Gods of Egypt, perché fu sommerso di critiche di whitewashing?

Gods of Egypt è un film che ha subito numerose critiche ed è stato, già prima di uscire, al centro di polemiche e stroncature. Uscito nel 2006 con la regia di Alex Proyas, il film è stato sicuramente un flop tanto al botteghino quanto per la critica. Oggi ancora se ne continua a parlare, e stasera sarà trasmesso in tv. RIpercorriamo la sua storia!
Gerard Butler (Seth) in una scena del film Gods of Egypt

Rai4, canale 21, oggi 19 Febbraio 2024 manda in onda Gods of Egypt. È un film del regista con origini egiziane Alex Proyas, lo stesso de Il Corvo del 1994 e Io, Robot del 2004. Con protagonisti Nikolaj Coster-Waldau e Gerard Butler, il film raccolse una critica dietro l’altra. La più invalidante? Quella di whitewashing. Qui trovate tutte le questioni sollevate a proposito di Gods of Egypt, in caso poi stasera vogliate dargli una seconda possibilità.

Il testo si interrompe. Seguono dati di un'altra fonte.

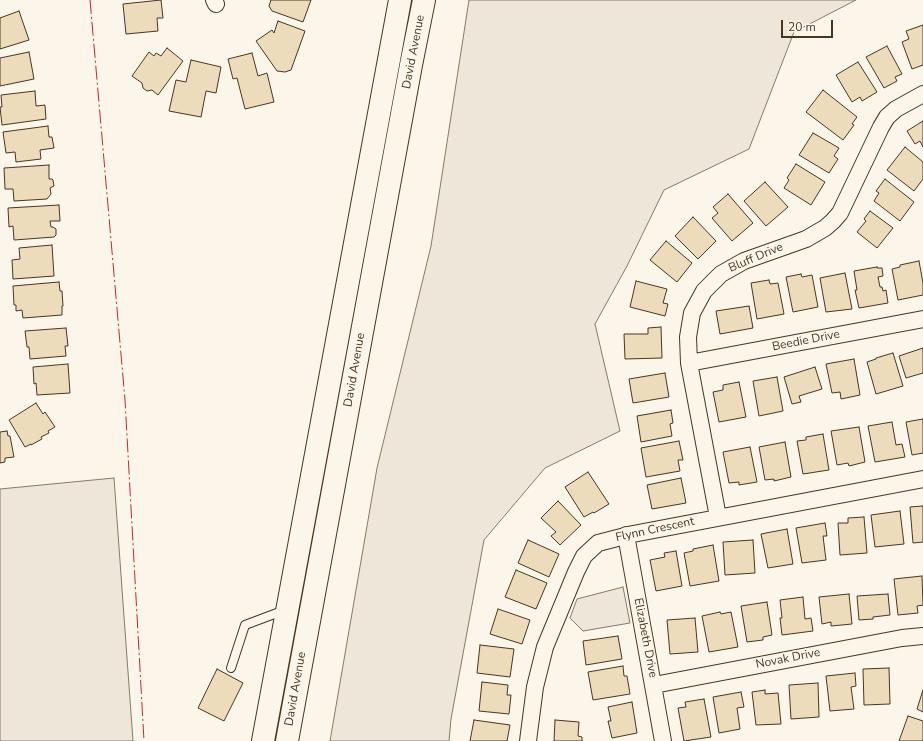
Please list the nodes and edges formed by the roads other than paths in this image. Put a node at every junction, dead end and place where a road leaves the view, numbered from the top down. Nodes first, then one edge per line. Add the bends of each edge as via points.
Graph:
1 (400, 0) edge
2 (424, 0) edge
3 (923, 94) edge
4 (923, 319) edge
5 (689, 363) junction
6 (923, 479) edge
7 (718, 517) junction
8 (626, 535) junction
9 (288, 609) junction
10 (923, 636) edge
11 (231, 668) dead end
12 (654, 685) junction
13 (263, 741) edge
14 (286, 741) edge
15 (528, 741) edge
16 (664, 741) edge

1 - 9 main road, David Avenue
2 - 14 main road, David Avenue
3 - 5 street, Bluff Drive via 887,117 840,213 833,221 806,239 738,264 721,274 704,291 692,313 688,337
4 - 5 street, Beedie Drive
5 - 7 street, Bluff Drive
6 - 7 street, Flynn Crescent
7 - 8 street, Flynn Crescent
8 - 12 street, Elizabeth Drive
8 - 15 street, Flynn Crescent via 598,543 584,556 576,572 540,666
9 - 11 lane via 245,625
9 - 13 main road, David Avenue
10 - 12 street, Novak Drive via 894,639
12 - 16 street, Elizabeth Drive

Il film è ambientato nell’Antico Egitto e i protagonisti sono gli dei – Horus, Ra, Seth, Osiride per dirne alcuni – che vivono sulla Terra insieme ai mortali. Il protagonista è il violento Seth, interpretato proprio da Gerard Butler, che usurpa il trono del fratello Osiride e diventa – in soldoni – un tiranno.

Quale fu il problema che rese Gods of Egypt un flop cinematografico? Primo su tutti il whitewashing, dove con questo termine si intende la scelta di attori occidentali – caucasici – per ruoli di personaggi di diverse etnie e nazionalità. In questo caso i personaggi egiziani sono tutti interpretati da attori occidentali, senza tratti orientali né distintivi della loro provenienza.

Ai tempi dell’uscita del film il regista Proyas (qui la tragica storia sul set di un altro suo film) si era scusato con queste parole: “Il processo di casting per un film è ricolmo di variabili molto complesse, ma è chiaro come le nostre scelte sarebbero dovute essere diverse. Per questo, chiedo sinceramente scusa a tutti coloro che si sono sentiti offesi dalle scelte che abbiamo fatto“. Per Gerard Butler, invece, si è trattata di un’esagerazione: non avrebbe danneggiato in questo modo un film del genere, soprattutto perché ha rivendicato la varietà di origini degli attori presenti nel film (anche etiopi ed egiziani).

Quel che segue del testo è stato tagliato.